Reputation: 401
When i try this method with dense vectors data it's run correctly, but with sparse vectors data throws java.lang.ArrayIndexOutOfBoundsException
. What datasource can i use to read sparse vectors data correctly?
public void runKmeans(double[][] data) {
ArrayAdapterDatabaseConnection dataArray = new ArrayAdapterDatabaseConnection(data);
ListParameterization params = new ListParameterization();
params.addParameter(AbstractDatabase.Parameterizer.DATABASE_CONNECTION_ID, dataArray);
Database db = ClassGenericsUtil.parameterizeOrAbort(StaticArrayDatabase.class, params);
db.initialize();
// Parameterization
//params = new ListParameterization();
params = new ListParameterization();
params.addParameter(KMeans.K_ID, k);
params.addParameter(KMeans.SEED_ID, 0);
// setup Algorithm
KMeansOutlierDetection<DoubleVector> kmeansAlg = ClassGenericsUtil.parameterizeOrAbort(KMeansOutlierDetection.class, params);
//testParameterizationOk(params);
// run KMEANS on database
OutlierResult result = kmeansAlg.run(db);
...
Upvotes: 2
Views: 190
Reputation: 8715
The class ArrayAdapterDatabaseConnection
can only be used for dense vectors. You must supply a square double[][]
array.
You can use FileBasedDatabaseConnection
and the ArffParser
to read sparse data. Or you can implement your own DatabaseConnection
, it is a single method only, loadData()
.
DoubleVector
is a dense data type. SparseDoubleVector
is a sparse vector type. To do this, DoubleVector
is backed using a dense double[]
array, whereas SparseDoubleVector
uses a int[]
with the nonzero dimensions, plus a double[]

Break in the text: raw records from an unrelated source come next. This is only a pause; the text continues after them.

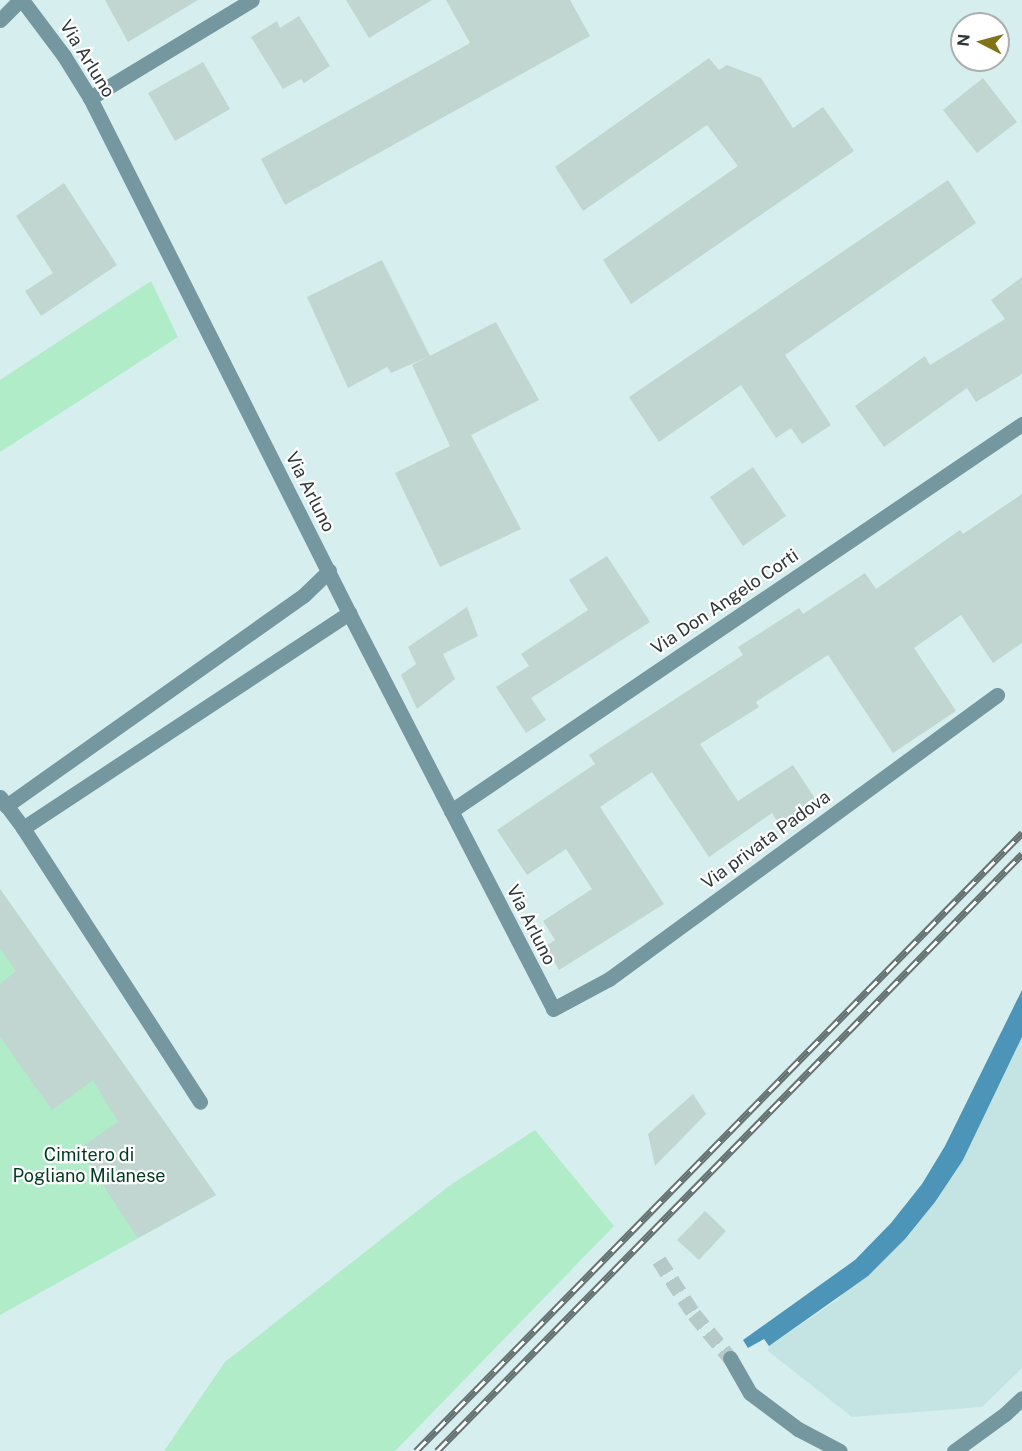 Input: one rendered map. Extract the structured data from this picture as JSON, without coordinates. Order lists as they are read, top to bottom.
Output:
{
  "streets": {
    "street": ["Via Arluno", "Via Don Angelo Corti", "Via privata Padova"]
  },
  "crossings": [
    ["Via Arluno", "Via Don Angelo Corti"],
    ["Via Arluno", "Via privata Padova"]
  ],
  "parks": ["Cimitero di Pogliano Milanese"],
  "north": "left"
}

with the nonzero values only.
K-means requires a fixed dimensionality to allocate the mean vectors (these will always be dense), so make sure to supply a VectorFieldTypeInformation
with the maximum dimensionality. There is a type conversion filter that simply scans you data set once, and sets the dimension accordingly.
Upvotes: 1